3. No couple-y stuff necessary. He exists for you only. That means no dinner with your parents or his. You don’t have to invite him as your plus one. Or introduce him to your friends. No need to IM him what you had for breakfast this morning. Or dinner last night. When your plate is already brimming over the edge with big life changes, you won’t have to worry about sharing it, too.
4. He brings new things to the table. Including those foreign spices that taste great on anything, especially toast. You’ll learn the lyrics to Zola Jesus backwards … while doing a handstand. He’ll remind you to watch the Sundance Channel, because you forgot it was there.

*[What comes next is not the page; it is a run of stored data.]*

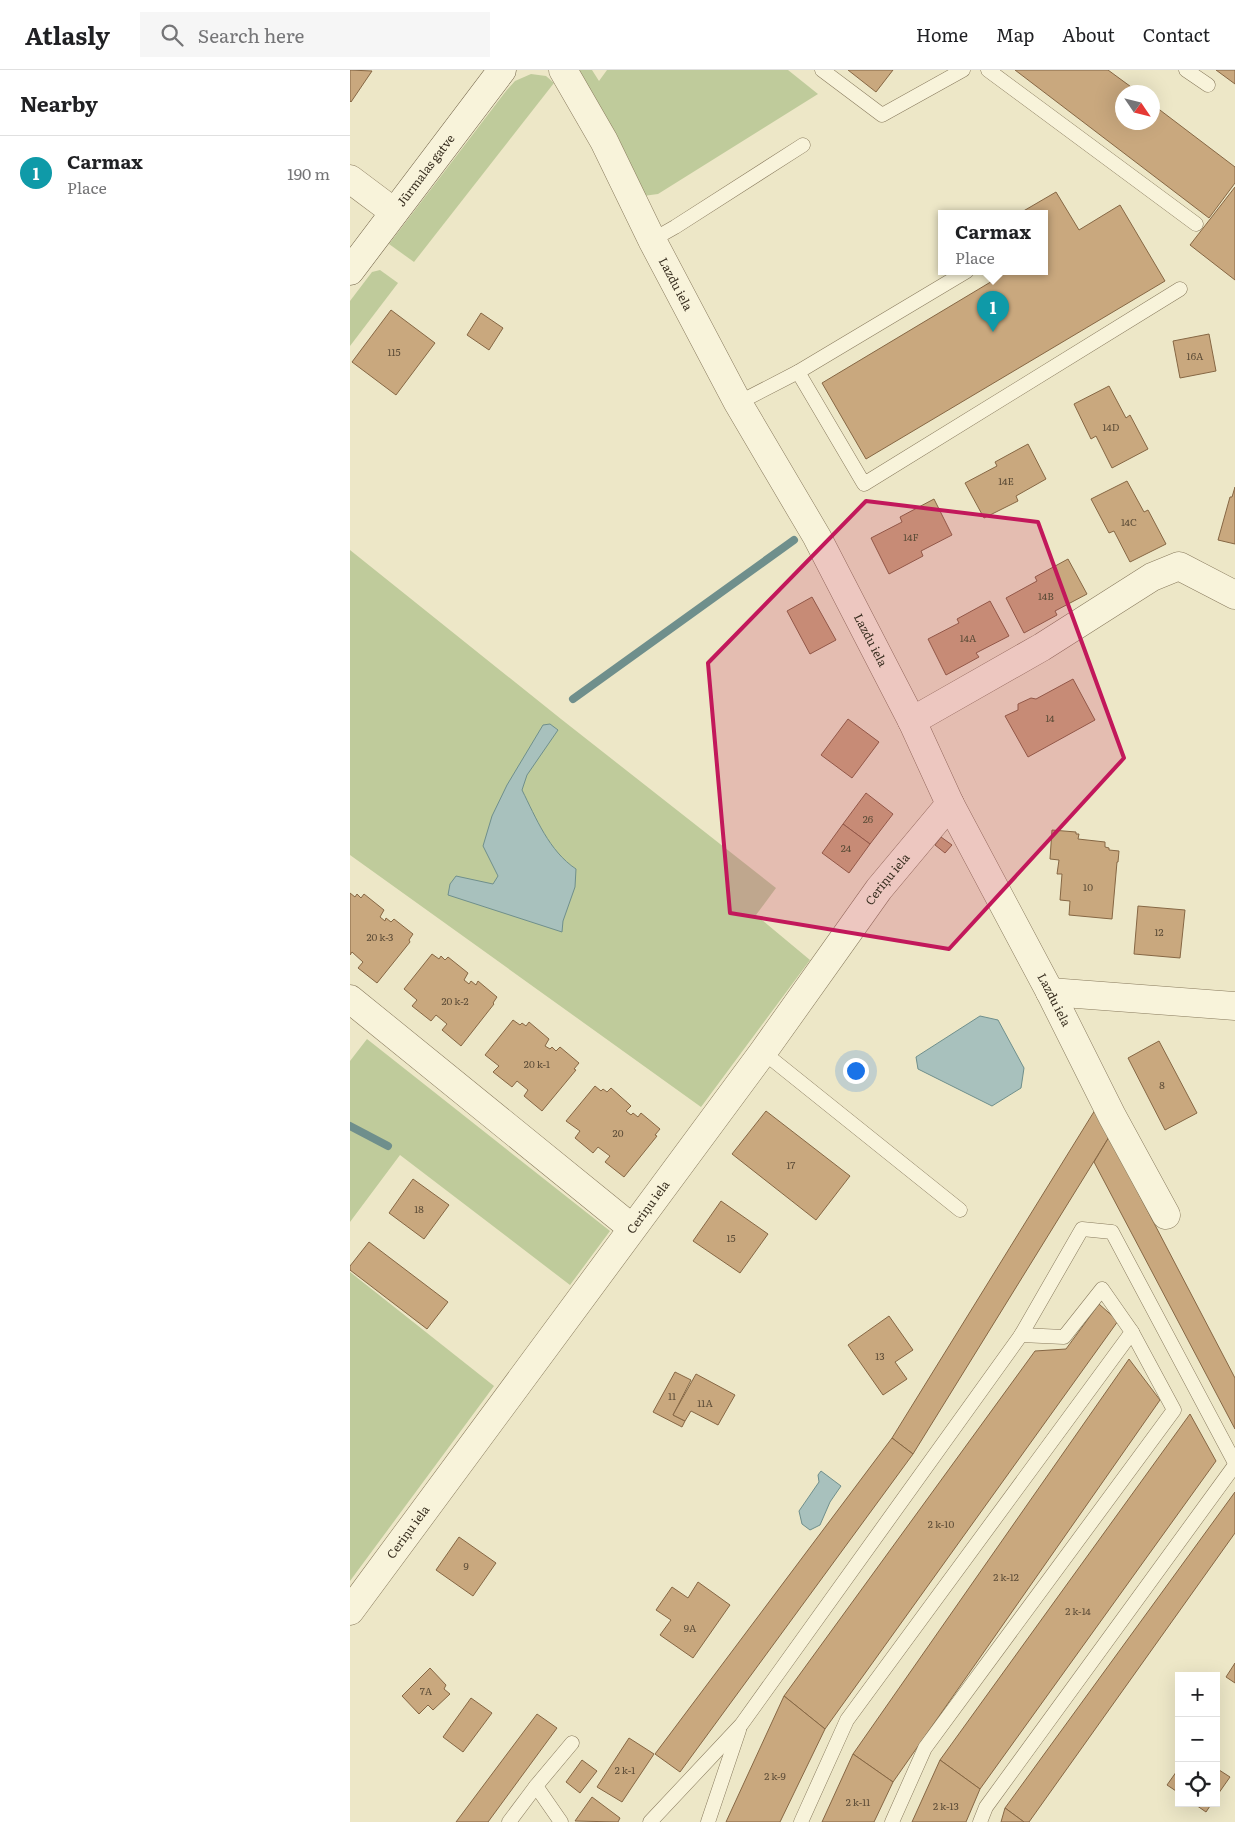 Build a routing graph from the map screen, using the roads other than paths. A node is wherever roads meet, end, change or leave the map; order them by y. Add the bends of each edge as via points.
1 (502, 70) edge
2 (562, 70) edge
3 (822, 70) edge
4 (963, 70) edge
5 (988, 70) edge
6 (1186, 70) edge
7 (1208, 85) dead end
8 (803, 145) dead end
9 (350, 179) edge
10 (394, 212) junction
11 (1196, 224) dead end
12 (652, 240) junction
13 (350, 271) edge
14 (960, 275) edge
15 (1180, 288) dead end
16 (798, 372) junction
17 (738, 403) junction
18 (1235, 595) edge
19 (912, 722) junction
20 (950, 804) junction
21 (1050, 992) junction
22 (350, 998) edge
23 (1235, 1006) edge
24 (763, 1052) junction
25 (960, 1210) dead end
26 (1166, 1214) dead end
27 (632, 1228) junction
28 (1132, 1332) junction
29 (1021, 1335) junction
30 (1235, 1464) edge
31 (350, 1611) edge
32 (741, 1725) junction
33 (572, 1742) dead end
34 (536, 1786) junction
35 (509, 1822) edge
36 (561, 1822) edge
37 (650, 1822) edge
38 (708, 1822) edge
39 (801, 1822) edge
40 (892, 1822) edge
41 (980, 1822) edge

1 - 10 street, Jūrmalas gatve
2 - 12 street, Lazdu iela via 604,141
3 - 4 lane via 882,115
5 - 11 lane
6 - 7 lane
8 - 12 lane
9 - 10 street
10 - 13 street, Jūrmalas gatve
12 - 17 street, Lazdu iela
14 - 16 lane
15 - 16 lane via 864,484
16 - 17 lane
17 - 19 street, Lazdu iela via 817,537
18 - 19 street via 1179,566 1152,576 1042,647
19 - 20 street, Lazdu iela
20 - 21 street, Lazdu iela
20 - 24 street, Ceriņu iela via 878,889
21 - 23 street
21 - 26 street, Lazdu iela
22 - 27 street
24 - 25 lane
24 - 27 street, Ceriņu iela
27 - 31 street, Ceriņu iela
28 - 29 lane via 1102,1289 1064,1337
28 - 39 lane via 847,1720
28 - 40 lane via 1174,1410 925,1748
29 - 30 lane via 1082,1229 1112,1232
29 - 32 lane
30 - 41 lane via 986,1807
32 - 37 lane
32 - 38 lane
33 - 34 lane
34 - 35 lane
34 - 36 lane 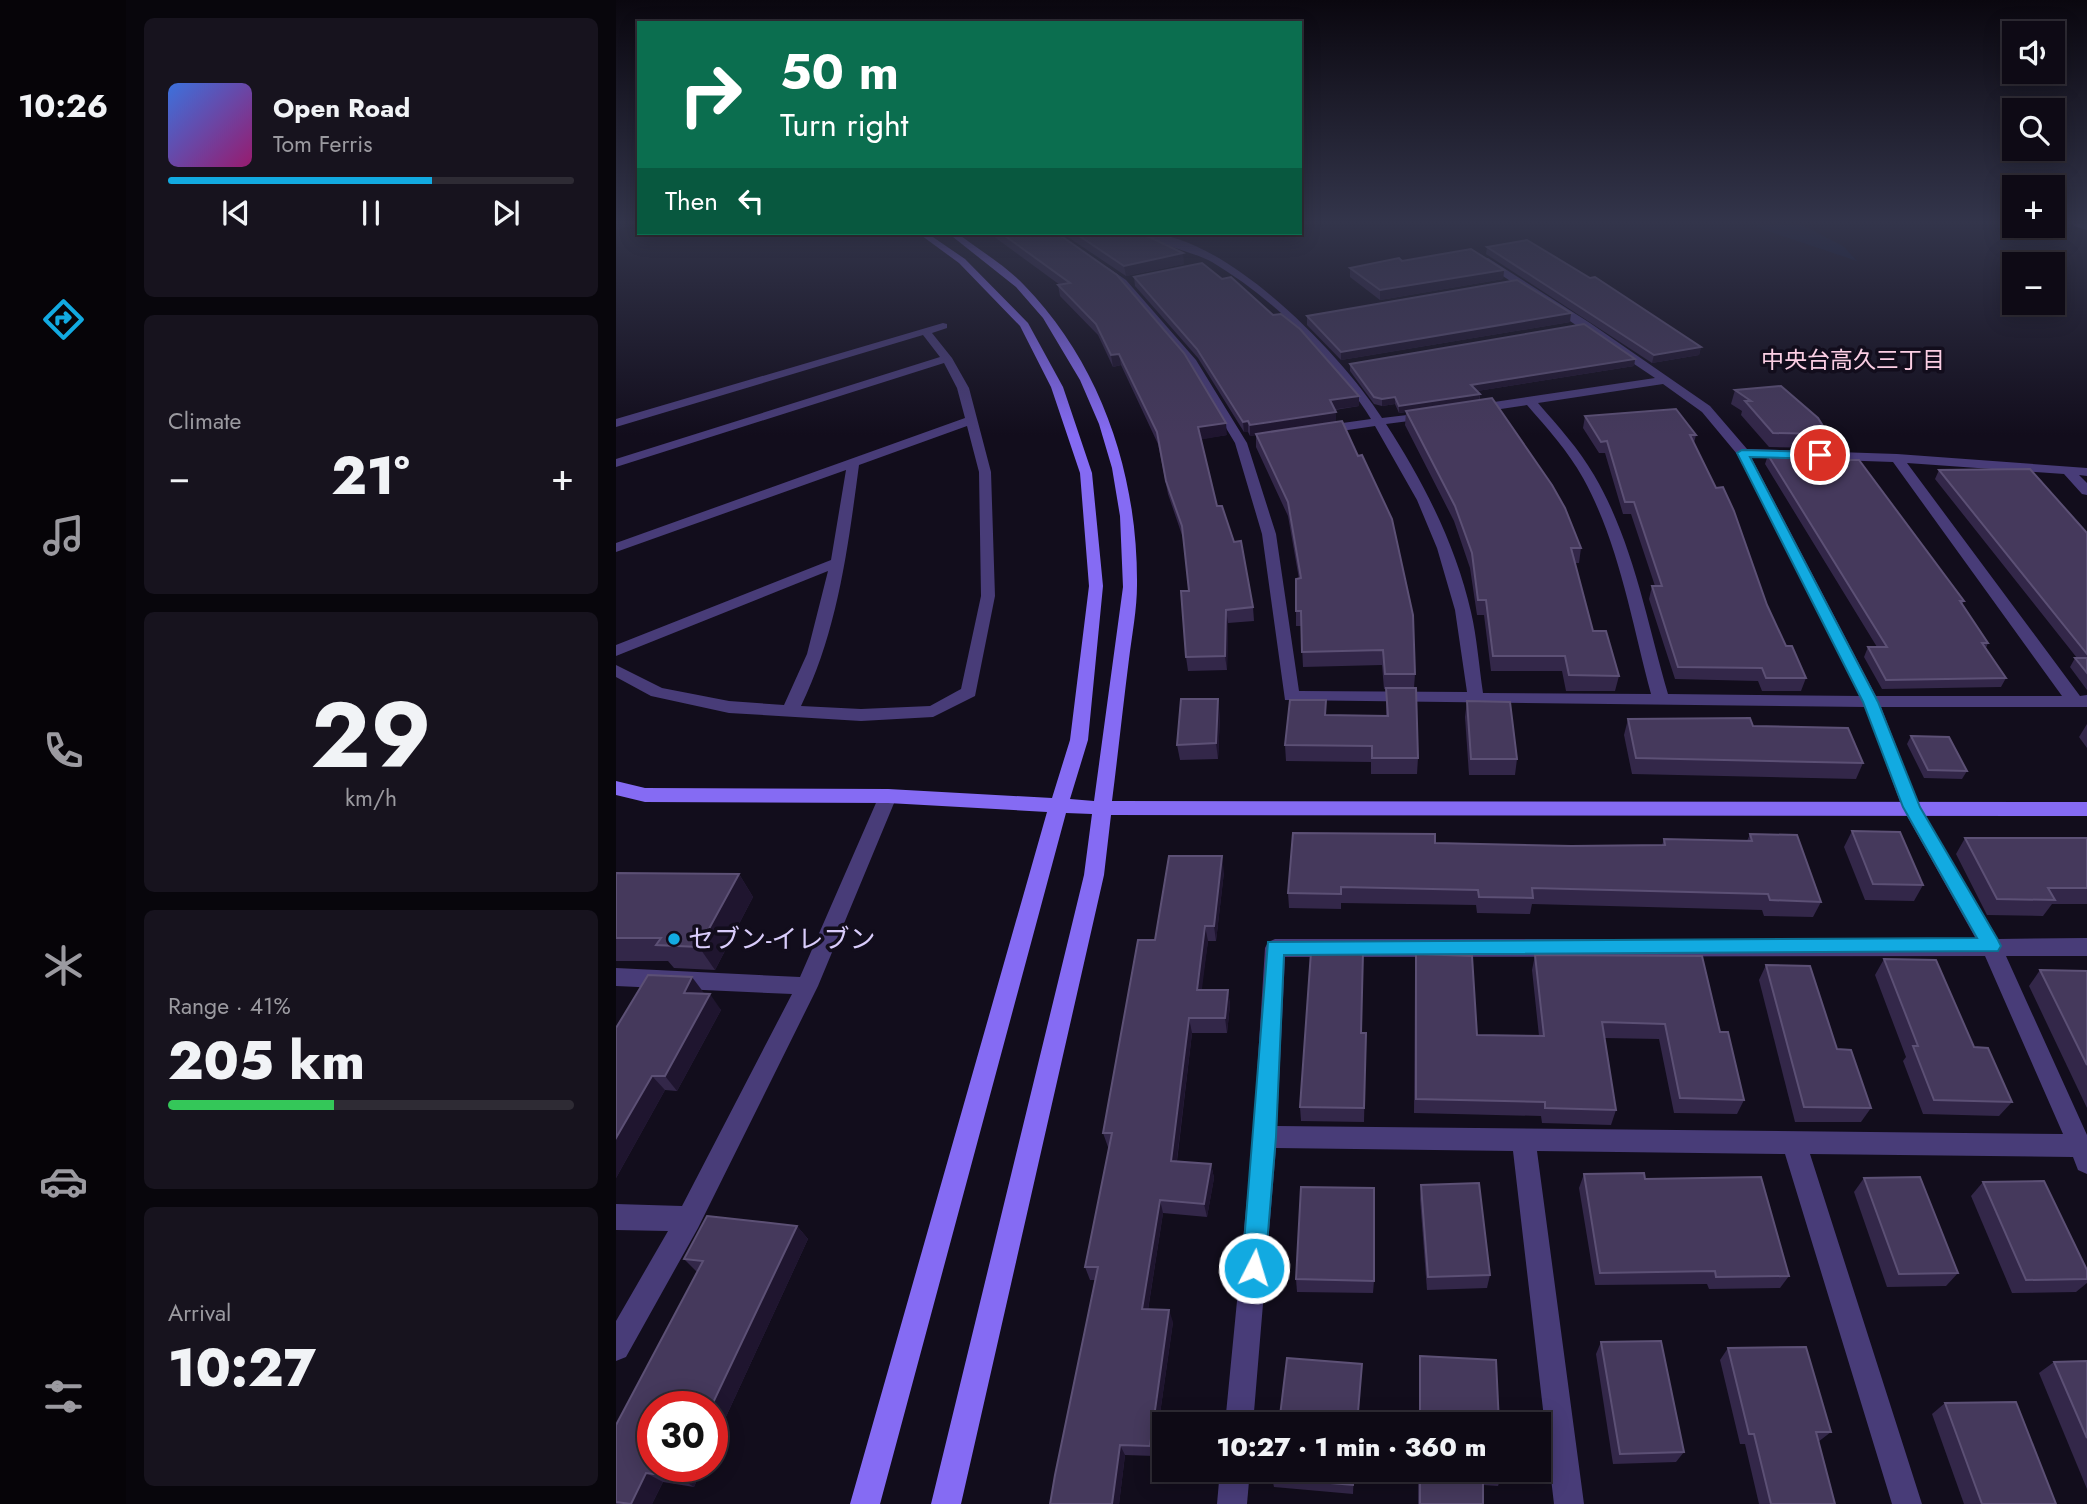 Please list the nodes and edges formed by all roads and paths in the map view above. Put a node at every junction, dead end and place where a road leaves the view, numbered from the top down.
1 (997, 294) edge
2 (1025, 294) edge
3 (1139, 294) edge
4 (1266, 294) edge
5 (1530, 294) edge
6 (943, 326) dead end
7 (925, 331) junction
8 (947, 358) junction
9 (1666, 380) junction
10 (1531, 402) junction
11 (1462, 411) edge
12 (1448, 412) edge
13 (971, 420) junction
14 (1380, 420) junction
15 (616, 423) edge
16 (1310, 432) edge
17 (1742, 453) junction
18 (1897, 458) junction
19 (853, 461) junction
20 (616, 463) edge
21 (2067, 470) junction
22 (2087, 472) edge
23 (2087, 491) edge
24 (616, 548) edge
25 (838, 562) junction
26 (616, 651) edge
27 (616, 670) edge
28 (1476, 698) junction
29 (1661, 699) junction
30 (2081, 701) edge
31 (1871, 702) junction
32 (790, 710) junction
33 (616, 788) edge
34 (888, 796) junction
35 (1058, 807) junction
36 (1912, 807) junction
37 (1102, 808) junction
38 (2087, 809) edge
39 (1991, 946) junction
40 (2087, 947) edge
41 (616, 977) edge
42 (807, 986) junction
43 (1265, 1137) junction
44 (1524, 1140) junction
45 (1794, 1143) junction
46 (2084, 1152) edge
47 (616, 1217) edge
48 (689, 1219) junction
49 (616, 1347) edge
50 (1240, 1412) edge
51 (1234, 1482) edge
52 (865, 1504) edge
53 (946, 1504) edge
54 (1232, 1504) edge
55 (1569, 1504) edge
56 (1907, 1504) edge

1 - 35 street
2 - 37 street
3 - 28 street
4 - 14 street
5 - 9 street
6 - 7 street
7 - 8 street
7 - 15 street
8 - 13 street
8 - 20 street
9 - 10 street
9 - 17 street
10 - 11 street
10 - 29 street
12 - 14 street
13 - 19 street
13 - 32 street
14 - 16 street
14 - 28 street
17 - 18 street
17 - 31 street
18 - 21 street
18 - 30 street
19 - 24 street
19 - 25 street
21 - 22 street
21 - 23 street
25 - 26 street
25 - 32 street
27 - 32 street
28 - 29 street
29 - 31 street
30 - 31 street
31 - 36 street
33 - 34 street
34 - 35 street
34 - 42 street
35 - 37 street
35 - 52 street
36 - 37 street
36 - 38 street
36 - 39 street
37 - 53 street
39 - 40 street
39 - 43 street
39 - 46 street
41 - 42 street
42 - 48 street
43 - 44 street
43 - 50 street
44 - 45 street
44 - 55 street
45 - 46 street
45 - 56 street
47 - 48 street
48 - 49 street
51 - 54 street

5. Dating déjà vu. Every date is just as exciting as your fourth date. The one where he ran five blocks through the rain to make it to the movie on time, and you tried to dry him under the hand dryer as the credits rolled. It’s “The Bachelor” principle. Your time together counts, because neither one of you knows when the next date card will roll around, so the rose never loses its bloom, so to speak.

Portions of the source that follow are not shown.